Could you please repeat the data below word for word?

Dataset records
__________________________________________________
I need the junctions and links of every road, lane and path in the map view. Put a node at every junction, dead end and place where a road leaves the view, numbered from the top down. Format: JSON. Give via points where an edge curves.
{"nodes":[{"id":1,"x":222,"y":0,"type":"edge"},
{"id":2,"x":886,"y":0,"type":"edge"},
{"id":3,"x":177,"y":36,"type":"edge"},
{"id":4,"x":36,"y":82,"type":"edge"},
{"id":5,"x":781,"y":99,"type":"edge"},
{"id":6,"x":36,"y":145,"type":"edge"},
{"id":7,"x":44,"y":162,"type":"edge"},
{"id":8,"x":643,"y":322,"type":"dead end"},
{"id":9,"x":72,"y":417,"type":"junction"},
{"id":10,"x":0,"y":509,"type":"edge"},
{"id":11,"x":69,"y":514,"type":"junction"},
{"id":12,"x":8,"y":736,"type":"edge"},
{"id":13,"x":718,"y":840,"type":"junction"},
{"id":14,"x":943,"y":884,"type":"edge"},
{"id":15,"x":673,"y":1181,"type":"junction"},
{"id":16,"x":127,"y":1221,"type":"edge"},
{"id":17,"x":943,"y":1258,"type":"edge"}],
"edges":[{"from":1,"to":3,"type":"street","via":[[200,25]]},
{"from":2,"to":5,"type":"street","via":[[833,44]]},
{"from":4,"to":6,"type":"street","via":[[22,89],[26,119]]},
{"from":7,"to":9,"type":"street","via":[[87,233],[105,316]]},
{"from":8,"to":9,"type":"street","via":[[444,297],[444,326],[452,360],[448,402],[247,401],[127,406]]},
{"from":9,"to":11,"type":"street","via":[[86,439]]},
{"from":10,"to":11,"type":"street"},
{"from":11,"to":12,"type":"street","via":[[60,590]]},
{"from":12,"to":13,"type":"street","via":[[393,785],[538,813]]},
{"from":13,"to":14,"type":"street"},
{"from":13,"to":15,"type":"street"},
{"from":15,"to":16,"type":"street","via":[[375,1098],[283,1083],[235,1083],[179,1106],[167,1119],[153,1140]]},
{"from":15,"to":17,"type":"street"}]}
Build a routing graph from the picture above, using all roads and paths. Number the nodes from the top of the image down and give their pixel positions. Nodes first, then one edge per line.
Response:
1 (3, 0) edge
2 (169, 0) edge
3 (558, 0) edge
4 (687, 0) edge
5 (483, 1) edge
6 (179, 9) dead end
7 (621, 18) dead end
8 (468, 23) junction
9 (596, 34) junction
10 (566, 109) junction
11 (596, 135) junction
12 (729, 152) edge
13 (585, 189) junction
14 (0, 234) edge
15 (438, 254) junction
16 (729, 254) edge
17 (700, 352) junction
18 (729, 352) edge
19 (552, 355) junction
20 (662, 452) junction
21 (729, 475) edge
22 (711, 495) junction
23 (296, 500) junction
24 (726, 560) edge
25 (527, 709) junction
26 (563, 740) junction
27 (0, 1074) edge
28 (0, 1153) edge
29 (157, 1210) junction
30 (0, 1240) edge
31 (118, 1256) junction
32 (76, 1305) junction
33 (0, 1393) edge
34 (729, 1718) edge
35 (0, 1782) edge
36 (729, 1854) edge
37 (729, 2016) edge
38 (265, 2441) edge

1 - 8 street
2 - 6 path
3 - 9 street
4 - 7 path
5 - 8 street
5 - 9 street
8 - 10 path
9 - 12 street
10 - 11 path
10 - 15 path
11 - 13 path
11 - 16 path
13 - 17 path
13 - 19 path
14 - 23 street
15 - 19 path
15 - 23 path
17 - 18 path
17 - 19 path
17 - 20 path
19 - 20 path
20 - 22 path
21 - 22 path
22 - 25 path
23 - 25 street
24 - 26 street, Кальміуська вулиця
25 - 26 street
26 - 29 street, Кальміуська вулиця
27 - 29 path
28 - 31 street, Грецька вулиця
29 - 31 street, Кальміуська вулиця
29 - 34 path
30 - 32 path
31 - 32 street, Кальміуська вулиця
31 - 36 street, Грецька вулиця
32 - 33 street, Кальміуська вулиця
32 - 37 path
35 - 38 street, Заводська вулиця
__________________________________________________
## Response for this exercise
I need the junctions and links of every road, lane and path in the map view. Put a node at every junction, dead end and place where a road leaves the view, numbered from the top down. Format: JSON. Give via points where an edge curves.
{"nodes":[{"id":1,"x":222,"y":0,"type":"edge"},
{"id":2,"x":886,"y":0,"type":"edge"},
{"id":3,"x":177,"y":36,"type":"edge"},
{"id":4,"x":36,"y":82,"type":"edge"},
{"id":5,"x":781,"y":99,"type":"edge"},
{"id":6,"x":36,"y":145,"type":"edge"},
{"id":7,"x":44,"y":162,"type":"edge"},
{"id":8,"x":643,"y":322,"type":"dead end"},
{"id":9,"x":72,"y":417,"type":"junction"},
{"id":10,"x":0,"y":509,"type":"edge"},
{"id":11,"x":69,"y":514,"type":"junction"},
{"id":12,"x":8,"y":736,"type":"edge"},
{"id":13,"x":718,"y":840,"type":"junction"},
{"id":14,"x":943,"y":884,"type":"edge"},
{"id":15,"x":673,"y":1181,"type":"junction"},
{"id":16,"x":127,"y":1221,"type":"edge"},
{"id":17,"x":943,"y":1258,"type":"edge"}],
"edges":[{"from":1,"to":3,"type":"street","via":[[200,25]]},
{"from":2,"to":5,"type":"street","via":[[833,44]]},
{"from":4,"to":6,"type":"street","via":[[22,89],[26,119]]},
{"from":7,"to":9,"type":"street","via":[[87,233],[105,316]]},
{"from":8,"to":9,"type":"street","via":[[444,297],[444,326],[452,360],[448,402],[247,401],[127,406]]},
{"from":9,"to":11,"type":"street","via":[[86,439]]},
{"from":10,"to":11,"type":"street"},
{"from":11,"to":12,"type":"street","via":[[60,590]]},
{"from":12,"to":13,"type":"street","via":[[393,785],[538,813]]},
{"from":13,"to":14,"type":"street"},
{"from":13,"to":15,"type":"street"},
{"from":15,"to":16,"type":"street","via":[[375,1098],[283,1083],[235,1083],[179,1106],[167,1119],[153,1140]]},
{"from":15,"to":17,"type":"street"}]}
Build a routing graph from the picture above, using all roads and paths. Number the nodes from the top of the image down and give their pixel positions. Nodes first, then one edge per line.
Response:
1 (3, 0) edge
2 (169, 0) edge
3 (558, 0) edge
4 (687, 0) edge
5 (483, 1) edge
6 (179, 9) dead end
7 (621, 18) dead end
8 (468, 23) junction
9 (596, 34) junction
10 (566, 109) junction
11 (596, 135) junction
12 (729, 152) edge
13 (585, 189) junction
14 (0, 234) edge
15 (438, 254) junction
16 (729, 254) edge
17 (700, 352) junction
18 (729, 352) edge
19 (552, 355) junction
20 (662, 452) junction
21 (729, 475) edge
22 (711, 495) junction
23 (296, 500) junction
24 (726, 560) edge
25 (527, 709) junction
26 (563, 740) junction
27 (0, 1074) edge
28 (0, 1153) edge
29 (157, 1210) junction
30 (0, 1240) edge
31 (118, 1256) junction
32 (76, 1305) junction
33 (0, 1393) edge
34 (729, 1718) edge
35 (0, 1782) edge
36 (729, 1854) edge
37 (729, 2016) edge
38 (265, 2441) edge

1 - 8 street
2 - 6 path
3 - 9 street
4 - 7 path
5 - 8 street
5 - 9 street
8 - 10 path
9 - 12 street
10 - 11 path
10 - 15 path
11 - 13 path
11 - 16 path
13 - 17 path
13 - 19 path
14 - 23 street
15 - 19 path
15 - 23 path
17 - 18 path
17 - 19 path
17 - 20 path
19 - 20 path
20 - 22 path
21 - 22 path
22 - 25 path
23 - 25 street
24 - 26 street, Кальміуська вулиця
25 - 26 street
26 - 29 street, Кальміуська вулиця
27 - 29 path
28 - 31 street, Грецька вулиця
29 - 31 street, Кальміуська вулиця
29 - 34 path
30 - 32 path
31 - 32 street, Кальміуська вулиця
31 - 36 street, Грецька вулиця
32 - 33 street, Кальміуська вулиця
32 - 37 path
35 - 38 street, Заводська вулиця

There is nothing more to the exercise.